[Start of section]
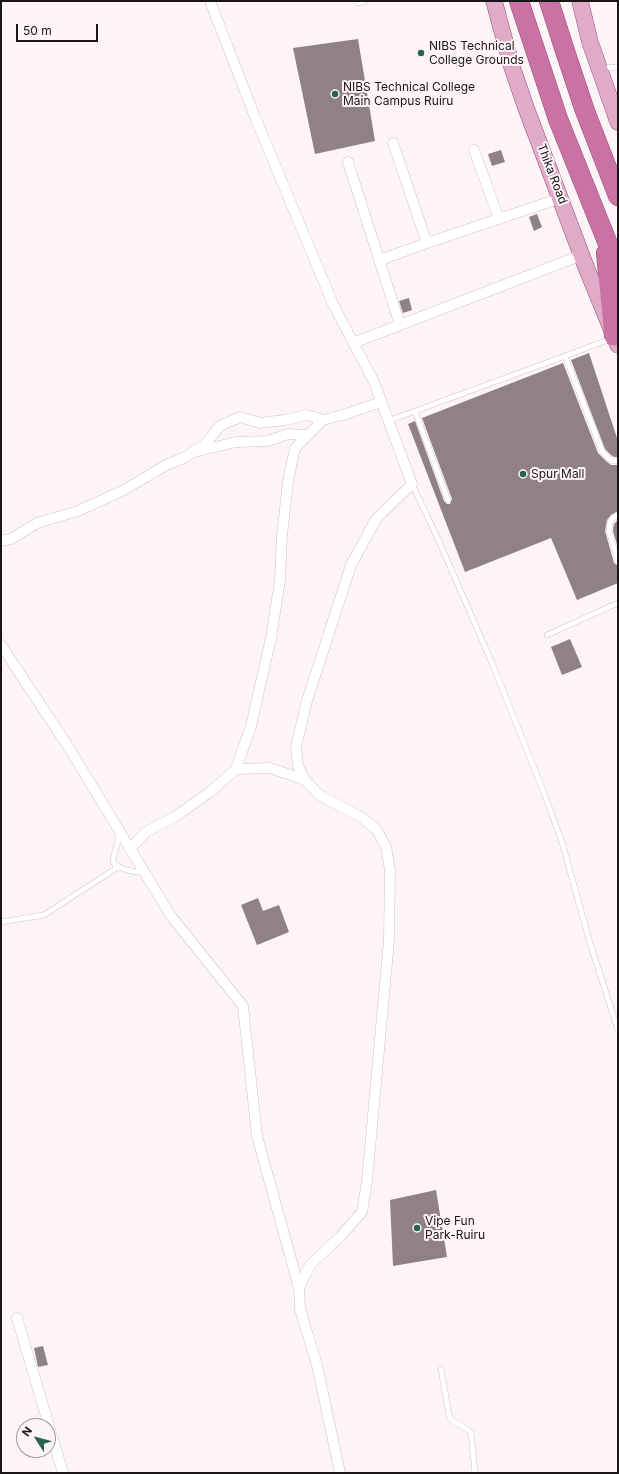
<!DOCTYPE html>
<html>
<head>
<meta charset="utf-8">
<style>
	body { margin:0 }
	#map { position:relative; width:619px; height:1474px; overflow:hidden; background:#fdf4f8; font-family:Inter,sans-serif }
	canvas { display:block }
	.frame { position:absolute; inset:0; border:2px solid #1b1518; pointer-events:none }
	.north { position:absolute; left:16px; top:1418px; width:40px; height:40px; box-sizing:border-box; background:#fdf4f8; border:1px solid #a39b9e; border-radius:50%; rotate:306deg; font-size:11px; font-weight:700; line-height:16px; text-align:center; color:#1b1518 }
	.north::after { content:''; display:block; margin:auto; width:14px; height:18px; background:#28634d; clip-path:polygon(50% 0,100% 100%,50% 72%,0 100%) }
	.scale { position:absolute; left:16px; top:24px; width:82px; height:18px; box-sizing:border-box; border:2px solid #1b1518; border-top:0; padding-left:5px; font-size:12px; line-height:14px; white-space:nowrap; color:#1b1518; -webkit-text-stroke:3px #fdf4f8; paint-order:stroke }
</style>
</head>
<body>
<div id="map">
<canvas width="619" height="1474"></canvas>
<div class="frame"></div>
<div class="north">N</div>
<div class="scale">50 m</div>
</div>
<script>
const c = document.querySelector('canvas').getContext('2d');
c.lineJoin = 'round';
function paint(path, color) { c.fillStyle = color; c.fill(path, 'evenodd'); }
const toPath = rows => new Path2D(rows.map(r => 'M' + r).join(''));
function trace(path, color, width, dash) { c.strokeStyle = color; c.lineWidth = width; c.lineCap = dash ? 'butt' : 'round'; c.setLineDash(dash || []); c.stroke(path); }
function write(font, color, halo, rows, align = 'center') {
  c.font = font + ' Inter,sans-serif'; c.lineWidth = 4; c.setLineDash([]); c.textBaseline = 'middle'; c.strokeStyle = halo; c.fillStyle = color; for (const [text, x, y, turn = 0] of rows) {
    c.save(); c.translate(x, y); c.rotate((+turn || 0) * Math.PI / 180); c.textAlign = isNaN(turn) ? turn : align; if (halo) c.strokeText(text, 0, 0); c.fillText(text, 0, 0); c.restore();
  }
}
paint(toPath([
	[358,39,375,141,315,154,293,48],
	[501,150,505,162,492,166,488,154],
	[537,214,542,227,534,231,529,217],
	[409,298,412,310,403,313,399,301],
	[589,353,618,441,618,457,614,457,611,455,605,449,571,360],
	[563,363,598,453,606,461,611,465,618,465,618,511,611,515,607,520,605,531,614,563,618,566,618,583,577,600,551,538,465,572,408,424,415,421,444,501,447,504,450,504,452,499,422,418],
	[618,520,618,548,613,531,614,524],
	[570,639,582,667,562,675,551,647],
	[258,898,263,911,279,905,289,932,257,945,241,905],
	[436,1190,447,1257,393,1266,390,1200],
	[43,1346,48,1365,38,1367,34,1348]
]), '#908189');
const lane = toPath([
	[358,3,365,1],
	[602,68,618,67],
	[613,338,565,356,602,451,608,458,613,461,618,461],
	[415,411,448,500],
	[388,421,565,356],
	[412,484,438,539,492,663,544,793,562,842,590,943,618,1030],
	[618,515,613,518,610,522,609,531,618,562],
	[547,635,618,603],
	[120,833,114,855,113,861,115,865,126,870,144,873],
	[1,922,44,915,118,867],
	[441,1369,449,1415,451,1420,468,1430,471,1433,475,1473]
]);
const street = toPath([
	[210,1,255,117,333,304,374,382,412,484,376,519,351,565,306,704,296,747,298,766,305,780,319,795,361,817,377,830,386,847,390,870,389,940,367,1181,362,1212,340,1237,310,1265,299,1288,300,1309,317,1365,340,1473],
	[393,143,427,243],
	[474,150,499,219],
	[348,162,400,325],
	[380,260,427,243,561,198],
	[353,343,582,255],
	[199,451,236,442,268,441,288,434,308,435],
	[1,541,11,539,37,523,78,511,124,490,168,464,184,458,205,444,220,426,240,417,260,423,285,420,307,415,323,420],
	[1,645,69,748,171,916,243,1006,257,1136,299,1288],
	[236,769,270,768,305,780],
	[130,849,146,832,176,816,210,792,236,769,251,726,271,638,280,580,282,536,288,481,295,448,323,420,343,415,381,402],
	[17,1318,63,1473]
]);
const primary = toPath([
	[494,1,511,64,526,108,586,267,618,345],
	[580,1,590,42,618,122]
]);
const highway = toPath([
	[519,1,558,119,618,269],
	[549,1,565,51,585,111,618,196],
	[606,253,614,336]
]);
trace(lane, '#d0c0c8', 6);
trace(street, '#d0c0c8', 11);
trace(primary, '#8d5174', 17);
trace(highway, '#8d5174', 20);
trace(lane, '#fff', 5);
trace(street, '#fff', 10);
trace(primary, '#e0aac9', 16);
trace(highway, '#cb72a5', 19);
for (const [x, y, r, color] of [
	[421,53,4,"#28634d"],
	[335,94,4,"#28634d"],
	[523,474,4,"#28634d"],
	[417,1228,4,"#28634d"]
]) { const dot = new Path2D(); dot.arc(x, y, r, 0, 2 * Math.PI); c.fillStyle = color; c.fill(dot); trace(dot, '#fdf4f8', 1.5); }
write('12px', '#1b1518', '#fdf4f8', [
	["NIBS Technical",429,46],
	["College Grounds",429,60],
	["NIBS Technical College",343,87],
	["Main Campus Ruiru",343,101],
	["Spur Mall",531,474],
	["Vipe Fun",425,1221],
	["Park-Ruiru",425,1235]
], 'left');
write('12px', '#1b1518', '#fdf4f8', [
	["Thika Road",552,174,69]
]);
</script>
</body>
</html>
[End of section]
[Start of section]
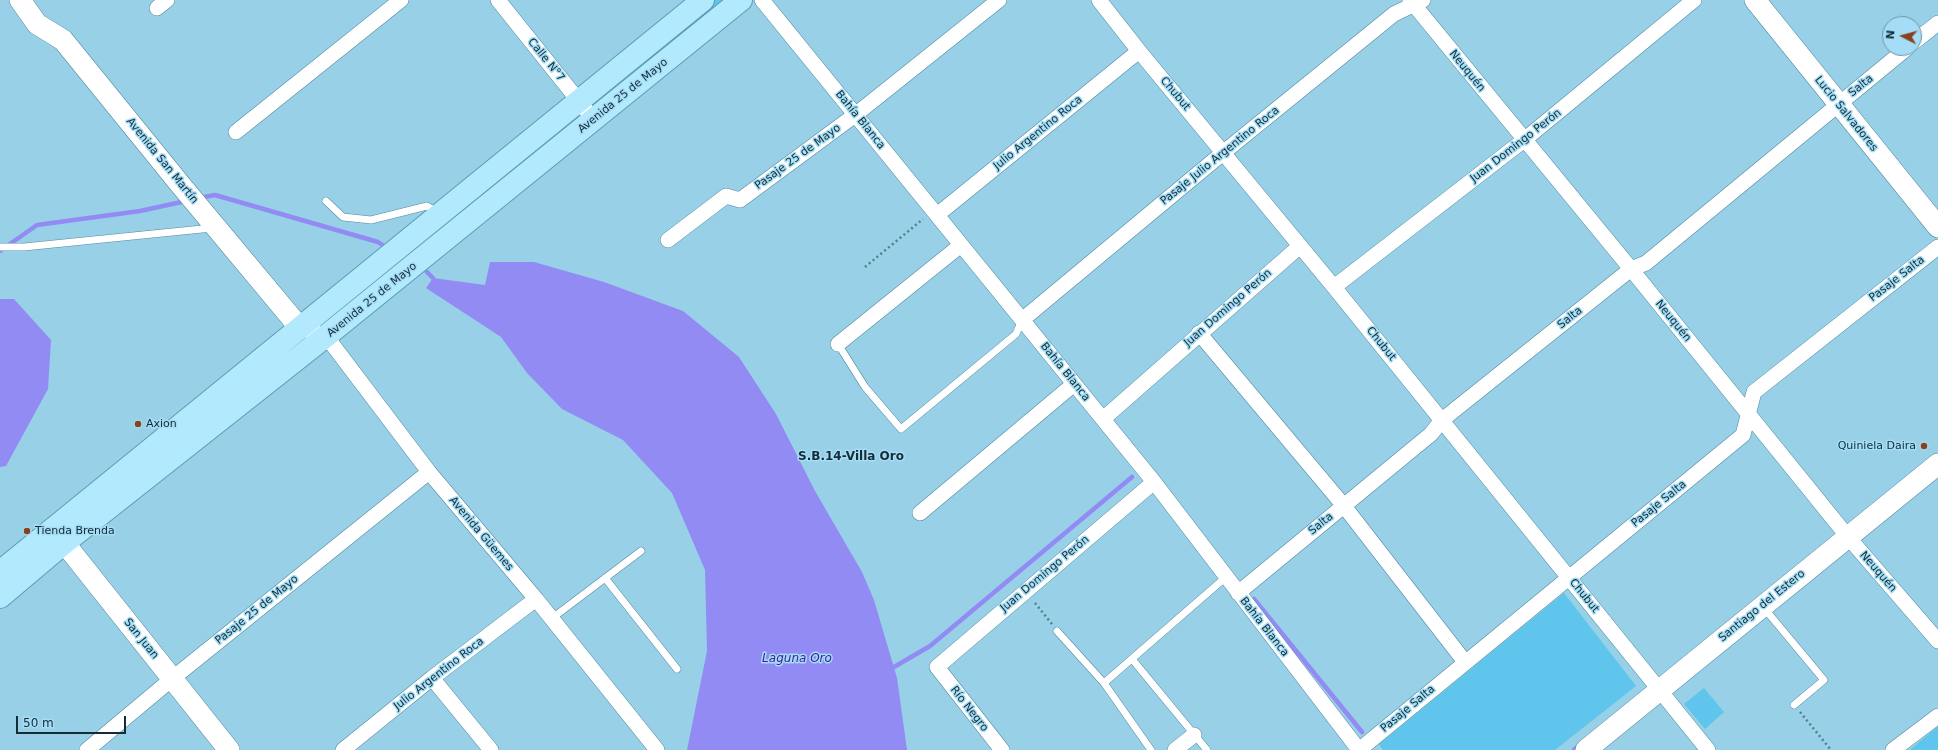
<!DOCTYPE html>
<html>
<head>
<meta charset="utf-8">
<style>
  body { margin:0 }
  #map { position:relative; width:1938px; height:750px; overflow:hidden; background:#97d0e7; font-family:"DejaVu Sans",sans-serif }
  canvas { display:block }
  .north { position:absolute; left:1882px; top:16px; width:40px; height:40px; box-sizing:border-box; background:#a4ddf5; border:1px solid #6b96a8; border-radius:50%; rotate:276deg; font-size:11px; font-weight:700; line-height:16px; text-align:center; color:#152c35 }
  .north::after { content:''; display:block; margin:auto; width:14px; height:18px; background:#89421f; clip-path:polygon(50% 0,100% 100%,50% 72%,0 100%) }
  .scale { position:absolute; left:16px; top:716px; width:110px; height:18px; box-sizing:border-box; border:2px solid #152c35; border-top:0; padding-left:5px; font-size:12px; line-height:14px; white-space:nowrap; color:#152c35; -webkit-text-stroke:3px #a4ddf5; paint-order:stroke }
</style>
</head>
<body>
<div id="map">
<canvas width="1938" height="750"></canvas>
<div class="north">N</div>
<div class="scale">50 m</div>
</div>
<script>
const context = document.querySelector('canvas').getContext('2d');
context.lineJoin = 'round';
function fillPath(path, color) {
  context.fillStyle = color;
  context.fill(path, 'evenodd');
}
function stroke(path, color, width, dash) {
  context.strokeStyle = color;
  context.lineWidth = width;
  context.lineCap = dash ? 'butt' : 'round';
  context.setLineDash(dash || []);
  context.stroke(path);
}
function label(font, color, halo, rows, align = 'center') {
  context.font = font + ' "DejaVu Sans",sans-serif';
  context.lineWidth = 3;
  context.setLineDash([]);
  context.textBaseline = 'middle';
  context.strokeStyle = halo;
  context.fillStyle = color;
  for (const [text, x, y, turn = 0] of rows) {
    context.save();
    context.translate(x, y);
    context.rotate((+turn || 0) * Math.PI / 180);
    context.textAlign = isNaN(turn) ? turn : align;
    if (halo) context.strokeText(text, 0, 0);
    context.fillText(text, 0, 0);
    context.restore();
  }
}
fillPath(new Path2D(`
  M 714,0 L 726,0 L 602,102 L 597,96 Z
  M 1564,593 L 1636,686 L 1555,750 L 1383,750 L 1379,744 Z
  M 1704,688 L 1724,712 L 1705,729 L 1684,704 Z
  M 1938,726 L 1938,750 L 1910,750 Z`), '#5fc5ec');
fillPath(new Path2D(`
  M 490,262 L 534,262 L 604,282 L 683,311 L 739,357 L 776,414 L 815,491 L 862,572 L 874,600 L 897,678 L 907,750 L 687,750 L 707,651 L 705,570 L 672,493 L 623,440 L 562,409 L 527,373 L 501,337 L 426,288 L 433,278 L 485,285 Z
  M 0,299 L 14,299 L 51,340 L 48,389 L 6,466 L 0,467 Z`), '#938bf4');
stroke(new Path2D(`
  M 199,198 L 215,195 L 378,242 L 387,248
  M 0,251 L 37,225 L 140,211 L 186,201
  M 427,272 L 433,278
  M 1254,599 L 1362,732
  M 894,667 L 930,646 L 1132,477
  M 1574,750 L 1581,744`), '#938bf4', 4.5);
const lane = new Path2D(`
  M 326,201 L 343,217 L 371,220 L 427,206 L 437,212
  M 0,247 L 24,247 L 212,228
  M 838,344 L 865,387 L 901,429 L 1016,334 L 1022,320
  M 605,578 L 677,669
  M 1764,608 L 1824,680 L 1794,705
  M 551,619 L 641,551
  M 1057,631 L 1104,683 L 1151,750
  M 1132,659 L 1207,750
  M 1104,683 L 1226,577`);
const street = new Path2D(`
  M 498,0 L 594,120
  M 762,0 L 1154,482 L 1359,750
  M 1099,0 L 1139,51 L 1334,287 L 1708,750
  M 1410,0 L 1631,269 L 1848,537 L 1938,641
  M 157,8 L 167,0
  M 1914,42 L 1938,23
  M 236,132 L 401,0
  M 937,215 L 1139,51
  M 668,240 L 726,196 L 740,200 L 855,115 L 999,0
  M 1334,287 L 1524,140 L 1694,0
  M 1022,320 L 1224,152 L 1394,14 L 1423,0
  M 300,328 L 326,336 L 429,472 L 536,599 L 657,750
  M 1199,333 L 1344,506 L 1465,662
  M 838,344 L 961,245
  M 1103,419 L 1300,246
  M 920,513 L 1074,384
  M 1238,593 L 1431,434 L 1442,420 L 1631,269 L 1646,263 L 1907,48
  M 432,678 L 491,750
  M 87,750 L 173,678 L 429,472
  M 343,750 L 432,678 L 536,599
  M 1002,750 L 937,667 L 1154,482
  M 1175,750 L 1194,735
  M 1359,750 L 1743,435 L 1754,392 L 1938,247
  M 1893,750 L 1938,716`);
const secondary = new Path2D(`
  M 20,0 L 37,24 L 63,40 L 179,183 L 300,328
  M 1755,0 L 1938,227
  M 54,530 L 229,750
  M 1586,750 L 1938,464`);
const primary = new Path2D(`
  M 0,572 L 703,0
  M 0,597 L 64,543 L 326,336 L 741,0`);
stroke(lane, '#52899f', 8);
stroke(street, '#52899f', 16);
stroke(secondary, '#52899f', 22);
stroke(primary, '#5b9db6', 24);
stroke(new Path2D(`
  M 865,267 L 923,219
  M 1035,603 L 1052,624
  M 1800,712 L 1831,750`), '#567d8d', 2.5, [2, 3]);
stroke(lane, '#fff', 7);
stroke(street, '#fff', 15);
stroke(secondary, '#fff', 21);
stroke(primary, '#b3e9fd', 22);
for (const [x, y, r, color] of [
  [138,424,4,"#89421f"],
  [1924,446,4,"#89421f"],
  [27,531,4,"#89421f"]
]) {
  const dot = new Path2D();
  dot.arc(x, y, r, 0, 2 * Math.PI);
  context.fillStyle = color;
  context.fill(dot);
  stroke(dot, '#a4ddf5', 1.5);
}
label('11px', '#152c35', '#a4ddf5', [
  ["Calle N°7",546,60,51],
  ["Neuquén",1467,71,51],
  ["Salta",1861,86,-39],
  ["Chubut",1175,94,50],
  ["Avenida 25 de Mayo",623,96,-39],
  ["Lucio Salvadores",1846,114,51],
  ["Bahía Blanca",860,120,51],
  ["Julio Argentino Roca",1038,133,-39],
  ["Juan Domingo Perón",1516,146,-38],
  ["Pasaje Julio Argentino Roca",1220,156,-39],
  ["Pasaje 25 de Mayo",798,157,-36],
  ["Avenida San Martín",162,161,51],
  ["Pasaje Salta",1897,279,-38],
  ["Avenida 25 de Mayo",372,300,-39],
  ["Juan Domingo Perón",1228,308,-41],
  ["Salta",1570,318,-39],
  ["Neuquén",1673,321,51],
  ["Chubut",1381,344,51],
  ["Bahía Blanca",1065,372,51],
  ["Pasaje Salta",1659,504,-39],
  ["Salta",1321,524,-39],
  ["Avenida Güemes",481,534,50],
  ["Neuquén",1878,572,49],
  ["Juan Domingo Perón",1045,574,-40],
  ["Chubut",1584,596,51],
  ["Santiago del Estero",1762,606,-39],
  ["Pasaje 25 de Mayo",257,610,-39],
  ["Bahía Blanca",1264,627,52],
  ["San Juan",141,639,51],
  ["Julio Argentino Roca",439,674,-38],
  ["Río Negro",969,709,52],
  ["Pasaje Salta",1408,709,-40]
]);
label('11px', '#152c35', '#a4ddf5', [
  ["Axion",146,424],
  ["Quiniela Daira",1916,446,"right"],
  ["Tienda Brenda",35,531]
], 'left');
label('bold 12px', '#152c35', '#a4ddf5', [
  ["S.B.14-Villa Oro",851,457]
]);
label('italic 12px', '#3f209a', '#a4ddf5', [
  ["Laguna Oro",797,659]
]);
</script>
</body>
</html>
[End of section]
Task description: Which lines of the material contain the string "restore"? List each of them.

Your response:
    c.save(); c.translate(x, y); c.rotate((+turn || 0) * Math.PI / 180); c.textAlign = isNaN(turn) ? turn : align; if (halo) c.strokeText(text, 0, 0); c.fillText(text, 0, 0); c.restore();
    context.restore();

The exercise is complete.